A la lecture de la loi du 23 avril 2014, on note que le mécanisme de l’affacturage a été voulu particulièrement formalisme: pour tendre vers l’exhaustivité, sa présentation doit adopter une méthode synoptique axée sur les points focaux du contrat qui le porte: les parties, l’objet, l’exécution du contrat et la résolution des contestations possibles.

I - LE CONTRAT D’AFFACTURAGE

Impliquant pourtant trois intervenants quant à son objet (B), le contrat d’affacturage n’est conclu qu’entre deux parties, qu’il importe dès lors de spécifier (A).

A - LES PARTIES AU CONTRAT D AFFACTURAGE

Partant de la définition légale du nouveau mécanisme, le contrat d’affacturage peut être appréhendé comme une convention entre deux parties, dont l’une, l’affactureur accepte de régler par avance tout ou partie du montant des créances transférées, par l’autre, l’adhérent, avec effet subrogatoire, moyennant rémunération. Ces parties conviennent d’inclure dans ce contrat, le transfert ou non des risques d’insolvabilité du débiteur à l’affactureur. Le contrat d’affacturage implique des personnes ayant le statut de commerçant, qu’il s’agisse de l’affactureur, de l’adhérent ou du débiteur. Les dettes civiles ont été exclus du champ d’application de la loi du 23 avril 2014: «le contrat d’affacturage concerne les créances commerciales certaines, liquides et exigibles. Toutefois, les créances émises sur les particuliers peuvent faire l’objet de contrat d’affacturage selon des modalités fixées par un texte particulier» (art. 3).

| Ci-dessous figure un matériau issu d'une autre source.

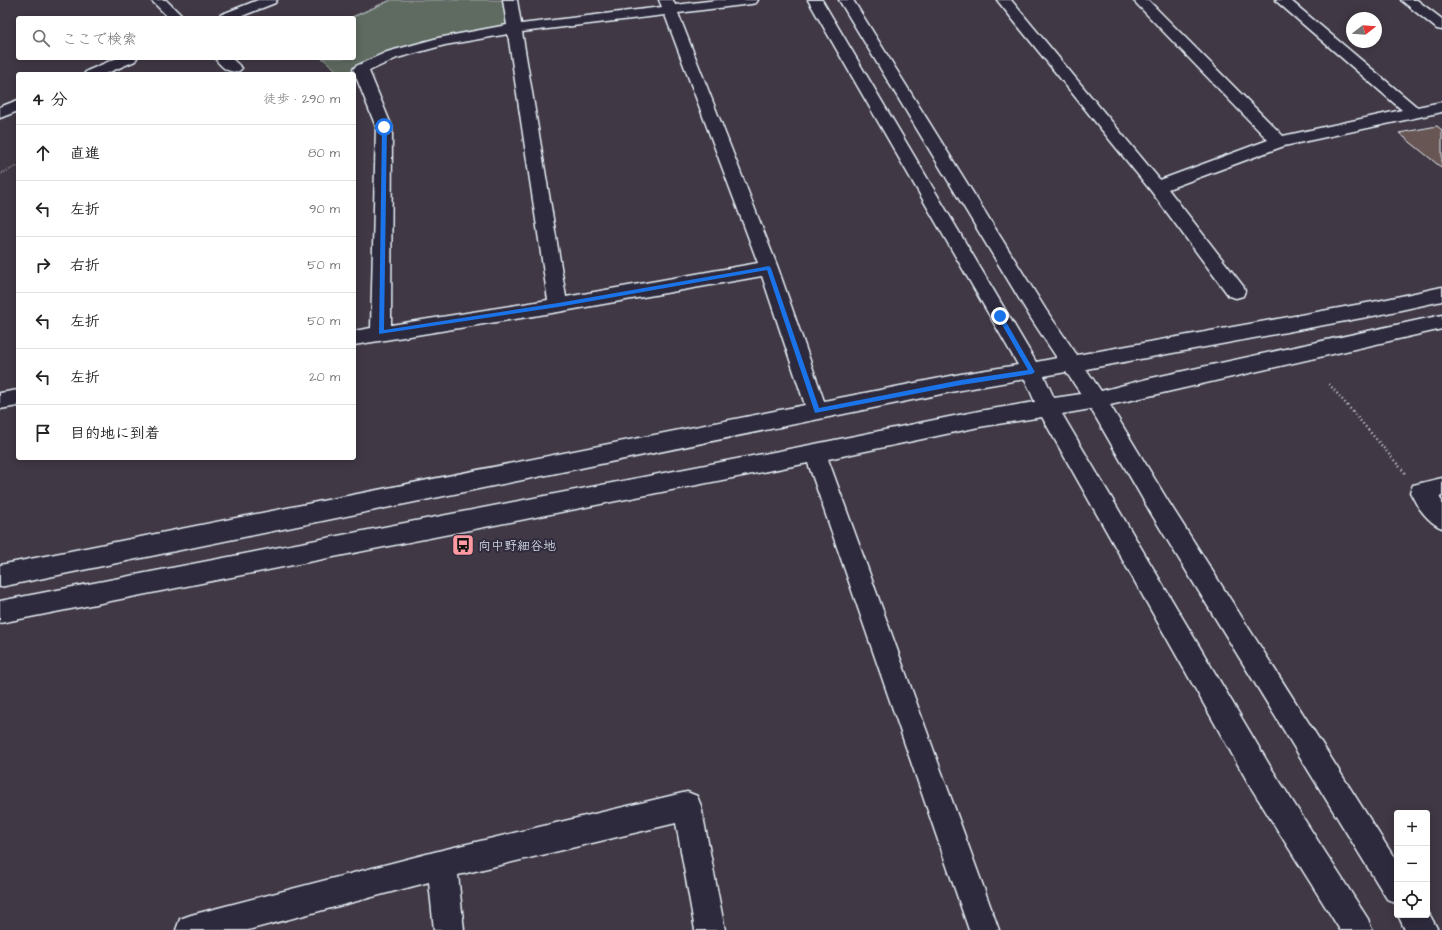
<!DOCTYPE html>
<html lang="ja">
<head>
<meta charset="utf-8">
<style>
	:root { --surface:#fff; --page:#f2f2f2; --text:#222; --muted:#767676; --line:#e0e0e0 }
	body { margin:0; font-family:"Architects Daughter","Klee One",sans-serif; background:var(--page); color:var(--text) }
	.controls { position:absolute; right:12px; bottom:12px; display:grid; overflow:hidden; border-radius:4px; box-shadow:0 2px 10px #0003 }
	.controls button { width:36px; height:36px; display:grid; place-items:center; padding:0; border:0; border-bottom:1px solid var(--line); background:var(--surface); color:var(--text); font:20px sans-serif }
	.compass { position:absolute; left:1346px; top:12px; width:36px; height:36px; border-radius:50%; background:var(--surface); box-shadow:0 2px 10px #0003; rotate:73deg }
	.stop { position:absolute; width:12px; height:12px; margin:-9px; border:3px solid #1a73e8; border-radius:50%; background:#fff }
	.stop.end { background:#1a73e8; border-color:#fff; box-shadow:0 1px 4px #0008 }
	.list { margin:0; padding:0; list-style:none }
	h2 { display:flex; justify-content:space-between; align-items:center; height:52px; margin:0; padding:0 16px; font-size:17px }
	h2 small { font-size:13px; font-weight:400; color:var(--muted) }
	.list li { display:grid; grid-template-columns:26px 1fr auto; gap:12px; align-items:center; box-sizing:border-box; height:56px; padding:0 16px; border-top:1px solid var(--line) }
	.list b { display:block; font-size:15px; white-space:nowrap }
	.list em { font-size:13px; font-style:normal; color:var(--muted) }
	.icon { flex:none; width:22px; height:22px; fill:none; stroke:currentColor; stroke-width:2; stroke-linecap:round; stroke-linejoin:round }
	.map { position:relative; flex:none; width:1442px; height:930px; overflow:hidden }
	.search { position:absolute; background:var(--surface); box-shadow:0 2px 10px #0003; left:16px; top:16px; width:340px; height:44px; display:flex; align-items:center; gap:10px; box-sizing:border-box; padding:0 14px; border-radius:4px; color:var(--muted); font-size:15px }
	.panel { position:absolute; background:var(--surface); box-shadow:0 2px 10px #0003; left:16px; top:72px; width:340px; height:388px; border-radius:4px }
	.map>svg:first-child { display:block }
	.green { fill:#5e6b61; stroke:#a3aeac }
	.building { fill:#675755; stroke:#e8f1f8 }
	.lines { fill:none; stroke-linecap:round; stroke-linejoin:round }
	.minor-casing { stroke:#e8f1f8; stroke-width:3 }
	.path-far1 { stroke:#e8f1f8; stroke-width:2; stroke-dasharray:0.5 2; stroke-linecap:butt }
	.path { stroke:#e8f1f8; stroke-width:2.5; stroke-dasharray:1 3; stroke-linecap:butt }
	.minor { fill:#2f2a3d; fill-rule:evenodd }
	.route { fill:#1a73e8 }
	.labels { text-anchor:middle; stroke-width:4; stroke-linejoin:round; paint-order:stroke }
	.poi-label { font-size:13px; fill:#e8f1f8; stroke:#2f2a3d; text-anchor:start }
</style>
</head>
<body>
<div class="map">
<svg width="1442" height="930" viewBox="0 0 1442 930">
	<rect width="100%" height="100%" fill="#403844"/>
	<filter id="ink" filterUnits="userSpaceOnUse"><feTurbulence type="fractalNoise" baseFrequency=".025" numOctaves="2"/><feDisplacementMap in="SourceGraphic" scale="8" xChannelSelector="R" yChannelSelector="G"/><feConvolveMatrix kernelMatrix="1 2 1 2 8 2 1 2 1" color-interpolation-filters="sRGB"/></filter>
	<g filter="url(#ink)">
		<path class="green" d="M391,0H510L515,29L392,55L349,74H341L322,58H354V18H350Z"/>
		<path class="building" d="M1437,126L1442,130V168L1399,133Z"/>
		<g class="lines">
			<g class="minor-casing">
				<path id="minor" d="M151,0H166L184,18H169Z
					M258,0H277L275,3L237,18H218L220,15Z
					M503,0H517L521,24L662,7L659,0H673L675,5L717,0H758L756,3L751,4L678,13L778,268L824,401L961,374L1018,365L808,0H822L1036,362L1057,358L1032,320L839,0H853L1046,310L1077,355L1378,301L1442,287V301L1378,315L1086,369L1101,391L1147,379L1442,315V329L1110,405L1168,501L1397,862V904L1387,899L1152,515L1091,409L1062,414L1270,766L1368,919L1372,930H1340L1250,786L1042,417L979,427L828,459L999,930H969L808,463L0,623V601L815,444L979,411L1035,402L1025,379L961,390L0,587V565L805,405L762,276L558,312L354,345V331L371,328L376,127L353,69L356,66L387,52L438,38L507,25ZM665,15L758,263L566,297L522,32ZM508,34L548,300L391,325L392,127L369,71L397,58L445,45ZM1066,372L1081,394L1054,398L1044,376Z
					M997,0H1011L1160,180L1268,140L1133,0H1148L1283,136L1402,110L1275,0H1290L1417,107L1442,102V112L1284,146L1168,189L1243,286L1245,291L1243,296L1236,298L1229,296L1151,191Z
					M1401,0H1417L1442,19V30L1437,29Z
					M117,58H137L135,61L105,74H84L87,71Z
					M215,58H231L242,68L239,71C229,74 220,66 215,58Z
					M18,100V111L0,118V107Z
					M18,390V406L0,409V393Z
					M1442,478V496L1439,497L1442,501V528C1428,523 1416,505 1410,492L1413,485Z
					M687,792L697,796L701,806L725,930H695L676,823L458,875L464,930H434L429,882L248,930H176L180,919L191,915L442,850Z
					M1427,910L1438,930H1405L1398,915H1427Z"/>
			</g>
			<path class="path-far1" d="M350,18L391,0
				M0,174L18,166"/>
			<path class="path" d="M1329,384L1405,473"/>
			<use href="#minor" class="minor"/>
		</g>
	</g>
	<path class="route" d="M384,126L387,127L384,330L558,303L769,266L771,268L819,408L961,380L1028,370L997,316L1000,314L1002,315L1035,372L1032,374L961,385L815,413L767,270L558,307L379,334L382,127Z"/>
	<defs>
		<g id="bus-square" transform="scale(1.15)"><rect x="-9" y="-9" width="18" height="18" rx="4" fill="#ff9aa2" stroke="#2f2a3d"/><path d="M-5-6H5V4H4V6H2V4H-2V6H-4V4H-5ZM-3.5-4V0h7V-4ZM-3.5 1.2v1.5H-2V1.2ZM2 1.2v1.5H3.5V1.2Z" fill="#111"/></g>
	</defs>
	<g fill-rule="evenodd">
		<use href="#bus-square" x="463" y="545"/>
	</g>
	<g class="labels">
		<g class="poi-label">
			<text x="478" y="550">向中野細谷地</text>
		</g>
	</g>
</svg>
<div class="controls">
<button>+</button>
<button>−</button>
<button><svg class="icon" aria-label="locate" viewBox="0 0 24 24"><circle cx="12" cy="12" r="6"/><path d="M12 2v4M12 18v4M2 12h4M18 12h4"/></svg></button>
</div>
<svg class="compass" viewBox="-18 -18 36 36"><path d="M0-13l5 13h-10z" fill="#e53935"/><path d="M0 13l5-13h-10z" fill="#767676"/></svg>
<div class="stop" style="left:384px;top:127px"></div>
<div class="stop end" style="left:1000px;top:316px"></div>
<div class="search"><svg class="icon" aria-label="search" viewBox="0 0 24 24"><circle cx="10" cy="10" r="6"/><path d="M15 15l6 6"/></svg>ここで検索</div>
<section class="panel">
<h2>4 分<small>徒歩 · 290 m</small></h2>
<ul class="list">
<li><svg class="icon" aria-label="ahead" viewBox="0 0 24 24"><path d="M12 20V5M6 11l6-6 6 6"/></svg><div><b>直進</b></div><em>80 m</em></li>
<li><svg class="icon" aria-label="left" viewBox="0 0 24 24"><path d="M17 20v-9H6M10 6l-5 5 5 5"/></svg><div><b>左折</b></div><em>90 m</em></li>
<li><svg class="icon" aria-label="right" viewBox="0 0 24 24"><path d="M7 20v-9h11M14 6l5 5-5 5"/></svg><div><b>右折</b></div><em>50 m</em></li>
<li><svg class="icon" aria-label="left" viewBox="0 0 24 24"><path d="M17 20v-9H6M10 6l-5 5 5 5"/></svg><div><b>左折</b></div><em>50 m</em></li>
<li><svg class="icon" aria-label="left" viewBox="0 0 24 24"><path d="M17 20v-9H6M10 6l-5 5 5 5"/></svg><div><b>左折</b></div><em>20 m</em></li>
<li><svg class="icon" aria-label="arrive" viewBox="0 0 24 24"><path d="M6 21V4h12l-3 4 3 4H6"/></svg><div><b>目的地に到着</b></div></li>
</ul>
</section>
</div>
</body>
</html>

L’affactureur est un établissement de crédit. Pour exercer cette nouvelle activité, l’établissement doit obtenir un agrément délivré par l’autorité monétaire, le ministre en charge des finances. L’obtention de cet agrément est elle-même conditionnée par un avis conforme de la COBAC. Ainsi, si son avis était négatif, l’établissement de crédit se verrait refuser l’agrément d’exercer l’activité d’affacturage. Par ailleurs, de manière « informelle », certains établissements de crédit se livraient déjà à cette activité : ils disposent d’un délai de 2 ans pour obtenir cet agrément (art. 21).

Le contrat d’affacturage obéit à des conditions de forme et de fond. D’autres règles conditionnent la validité du contrat d’affacturage vis à vis des tiers.

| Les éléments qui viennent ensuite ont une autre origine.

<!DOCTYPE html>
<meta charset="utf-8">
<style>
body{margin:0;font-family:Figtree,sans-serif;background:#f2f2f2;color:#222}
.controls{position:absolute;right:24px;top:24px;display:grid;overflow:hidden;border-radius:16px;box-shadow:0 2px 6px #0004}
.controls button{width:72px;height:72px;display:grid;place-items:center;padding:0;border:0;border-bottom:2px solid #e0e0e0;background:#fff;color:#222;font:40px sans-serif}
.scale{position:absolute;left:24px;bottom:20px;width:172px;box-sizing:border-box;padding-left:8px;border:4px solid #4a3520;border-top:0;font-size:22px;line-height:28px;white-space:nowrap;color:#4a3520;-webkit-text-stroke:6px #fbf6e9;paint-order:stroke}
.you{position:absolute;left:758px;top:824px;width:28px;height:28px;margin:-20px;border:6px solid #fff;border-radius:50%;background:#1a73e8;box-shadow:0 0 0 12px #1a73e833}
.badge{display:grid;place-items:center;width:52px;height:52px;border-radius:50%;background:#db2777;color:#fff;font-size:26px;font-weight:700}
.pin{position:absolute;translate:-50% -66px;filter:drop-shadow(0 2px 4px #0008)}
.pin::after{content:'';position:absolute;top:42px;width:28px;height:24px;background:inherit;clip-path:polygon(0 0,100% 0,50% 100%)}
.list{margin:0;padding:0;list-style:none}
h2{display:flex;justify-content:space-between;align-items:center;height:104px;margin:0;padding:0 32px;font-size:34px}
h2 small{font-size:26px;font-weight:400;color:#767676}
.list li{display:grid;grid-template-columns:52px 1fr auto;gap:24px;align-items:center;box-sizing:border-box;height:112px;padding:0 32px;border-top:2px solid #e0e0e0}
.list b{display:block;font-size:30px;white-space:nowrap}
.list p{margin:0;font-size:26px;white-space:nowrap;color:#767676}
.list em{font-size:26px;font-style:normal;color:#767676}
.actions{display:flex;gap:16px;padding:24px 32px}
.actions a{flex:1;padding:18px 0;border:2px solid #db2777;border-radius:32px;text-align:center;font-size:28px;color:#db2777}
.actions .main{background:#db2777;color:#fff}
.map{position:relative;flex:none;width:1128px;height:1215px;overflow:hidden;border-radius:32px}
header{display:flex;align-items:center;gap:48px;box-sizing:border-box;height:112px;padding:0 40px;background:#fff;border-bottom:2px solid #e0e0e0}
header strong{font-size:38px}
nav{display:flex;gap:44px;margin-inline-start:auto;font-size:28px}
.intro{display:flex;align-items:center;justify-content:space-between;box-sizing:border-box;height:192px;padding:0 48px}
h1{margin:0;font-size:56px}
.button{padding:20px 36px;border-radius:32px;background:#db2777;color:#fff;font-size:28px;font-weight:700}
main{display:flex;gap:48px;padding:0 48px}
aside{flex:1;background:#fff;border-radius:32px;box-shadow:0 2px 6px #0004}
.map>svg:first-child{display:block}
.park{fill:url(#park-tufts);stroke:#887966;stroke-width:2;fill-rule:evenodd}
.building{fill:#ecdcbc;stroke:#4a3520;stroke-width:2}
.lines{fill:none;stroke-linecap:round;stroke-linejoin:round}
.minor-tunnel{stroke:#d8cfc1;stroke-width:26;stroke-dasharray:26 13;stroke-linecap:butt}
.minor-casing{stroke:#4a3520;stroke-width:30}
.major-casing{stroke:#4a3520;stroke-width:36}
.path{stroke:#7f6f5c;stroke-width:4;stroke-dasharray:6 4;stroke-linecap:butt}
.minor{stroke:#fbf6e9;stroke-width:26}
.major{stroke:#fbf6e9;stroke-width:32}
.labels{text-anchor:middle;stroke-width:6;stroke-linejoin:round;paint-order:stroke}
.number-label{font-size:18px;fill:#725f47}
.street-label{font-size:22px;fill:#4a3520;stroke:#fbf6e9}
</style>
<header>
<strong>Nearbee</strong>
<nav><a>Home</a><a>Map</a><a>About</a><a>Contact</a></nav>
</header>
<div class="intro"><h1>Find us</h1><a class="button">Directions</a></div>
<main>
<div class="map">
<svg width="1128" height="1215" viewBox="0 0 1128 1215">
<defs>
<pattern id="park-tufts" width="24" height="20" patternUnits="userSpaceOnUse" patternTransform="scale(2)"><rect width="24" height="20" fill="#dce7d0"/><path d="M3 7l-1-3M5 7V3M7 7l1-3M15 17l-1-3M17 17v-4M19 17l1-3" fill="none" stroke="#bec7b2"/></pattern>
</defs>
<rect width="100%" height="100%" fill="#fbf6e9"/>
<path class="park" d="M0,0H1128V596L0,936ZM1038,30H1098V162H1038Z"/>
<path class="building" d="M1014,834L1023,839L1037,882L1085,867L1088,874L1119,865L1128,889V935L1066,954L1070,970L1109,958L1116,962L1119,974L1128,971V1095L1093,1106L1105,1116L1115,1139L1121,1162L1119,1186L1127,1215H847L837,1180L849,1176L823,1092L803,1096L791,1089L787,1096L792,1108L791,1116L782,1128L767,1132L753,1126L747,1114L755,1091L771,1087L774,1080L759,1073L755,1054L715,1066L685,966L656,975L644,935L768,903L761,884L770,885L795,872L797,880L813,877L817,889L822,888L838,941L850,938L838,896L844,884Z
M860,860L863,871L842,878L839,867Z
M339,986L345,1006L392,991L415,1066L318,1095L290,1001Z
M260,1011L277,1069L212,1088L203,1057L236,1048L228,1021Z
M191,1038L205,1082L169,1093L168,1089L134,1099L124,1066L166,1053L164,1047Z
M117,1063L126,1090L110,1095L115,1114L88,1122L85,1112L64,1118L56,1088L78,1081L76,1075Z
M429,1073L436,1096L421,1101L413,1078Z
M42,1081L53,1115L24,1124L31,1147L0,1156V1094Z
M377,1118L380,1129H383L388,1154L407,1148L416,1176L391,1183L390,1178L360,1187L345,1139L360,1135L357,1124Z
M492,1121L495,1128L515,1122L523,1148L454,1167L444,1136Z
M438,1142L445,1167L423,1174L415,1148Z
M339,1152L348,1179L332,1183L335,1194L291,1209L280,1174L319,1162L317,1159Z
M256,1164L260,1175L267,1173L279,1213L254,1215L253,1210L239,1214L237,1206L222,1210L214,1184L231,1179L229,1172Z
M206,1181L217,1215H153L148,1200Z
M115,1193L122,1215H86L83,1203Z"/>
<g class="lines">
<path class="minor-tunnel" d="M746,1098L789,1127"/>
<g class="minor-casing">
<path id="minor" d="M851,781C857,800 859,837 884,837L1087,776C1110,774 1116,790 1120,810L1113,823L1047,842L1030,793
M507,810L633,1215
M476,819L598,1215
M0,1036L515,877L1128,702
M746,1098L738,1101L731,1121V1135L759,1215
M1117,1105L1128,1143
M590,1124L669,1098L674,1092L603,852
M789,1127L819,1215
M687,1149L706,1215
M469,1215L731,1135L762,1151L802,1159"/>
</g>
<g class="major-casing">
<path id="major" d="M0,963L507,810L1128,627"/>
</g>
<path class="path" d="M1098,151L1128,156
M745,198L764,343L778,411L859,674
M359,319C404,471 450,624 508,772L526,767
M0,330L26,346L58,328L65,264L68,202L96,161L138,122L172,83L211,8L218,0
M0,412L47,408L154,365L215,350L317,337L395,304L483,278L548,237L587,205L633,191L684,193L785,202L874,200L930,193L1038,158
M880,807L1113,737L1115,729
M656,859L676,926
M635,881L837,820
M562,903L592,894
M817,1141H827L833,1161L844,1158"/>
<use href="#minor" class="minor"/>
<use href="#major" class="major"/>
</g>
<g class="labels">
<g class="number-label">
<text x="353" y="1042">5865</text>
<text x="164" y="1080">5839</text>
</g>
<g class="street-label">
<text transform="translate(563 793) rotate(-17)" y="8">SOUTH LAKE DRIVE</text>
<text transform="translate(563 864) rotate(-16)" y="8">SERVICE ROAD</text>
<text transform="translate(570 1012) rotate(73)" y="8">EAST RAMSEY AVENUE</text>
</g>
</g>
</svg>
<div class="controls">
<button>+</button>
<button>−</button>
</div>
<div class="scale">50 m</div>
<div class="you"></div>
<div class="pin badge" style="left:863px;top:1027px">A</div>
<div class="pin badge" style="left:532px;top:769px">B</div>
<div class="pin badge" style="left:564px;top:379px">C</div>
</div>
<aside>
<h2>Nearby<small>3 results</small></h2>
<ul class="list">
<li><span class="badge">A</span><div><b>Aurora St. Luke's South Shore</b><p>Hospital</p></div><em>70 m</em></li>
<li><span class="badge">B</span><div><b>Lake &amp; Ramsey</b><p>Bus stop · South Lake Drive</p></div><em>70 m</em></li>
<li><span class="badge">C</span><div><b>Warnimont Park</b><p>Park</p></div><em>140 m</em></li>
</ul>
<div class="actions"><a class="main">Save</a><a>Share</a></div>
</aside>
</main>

Sur la forme : le contrat d’affacturage est une convention écrite. Il est conclu sous la forme d’acte sous seing privé ou sous la forme d’acte authentique (art. 5).

Sur le fond, le contrat d’affacturage doit contenir, à peine de nullité, 9 chapitres d’informations concrètes.

Les deux premiers permettent l’identification des parties, spécialement en leur qualité de commerçant : la dénomination ou la raison sociale de l’affactureur ; le nom ou la raison sociale de l’adhérent ; Le nom ou la raison sociale de l’adhérent.

Le troisième invite à porter sur l’instrumentum la dénomination effective du contrat en « contrat d’affacturage », afin de taire tout litige sur la qualification de la nature juridique de l’engagement.

Le quatrième chapitre permet l’identification de la créance : La désignation de la facture et du numéro du bordereau récapitulatif ou tout autre élément permettant d’identifier la créance.

Le cinquième est double. Il s’agit d’indiquer le coût du contrat d’affacturage et si possible, sa durée. Ce coût, c’est en somme la contre prestation attendue de l’adhérent, lequel est fluctuant selon que l’insolvabilité du débiteur est ou non garantie par l’adhérent : le montant ou l’encours maximum du contrat d’affacturage ; la mention « avec recours ou sans recours », selon le cas ; la durée du contrat ;

Le sixième chapitre d’informations porte la date de la prise d’effet du contrat d’affacturage.

Au septième, les parties sont invitées à apporter leur signature au bas du contrat. On rappellera que le formalisme même des signatures doit respecter celui prévu pour le type d’acte (sous seing privé ou authentique) choisie par les parties (les signatures de l’adhérent et de l’affactureur).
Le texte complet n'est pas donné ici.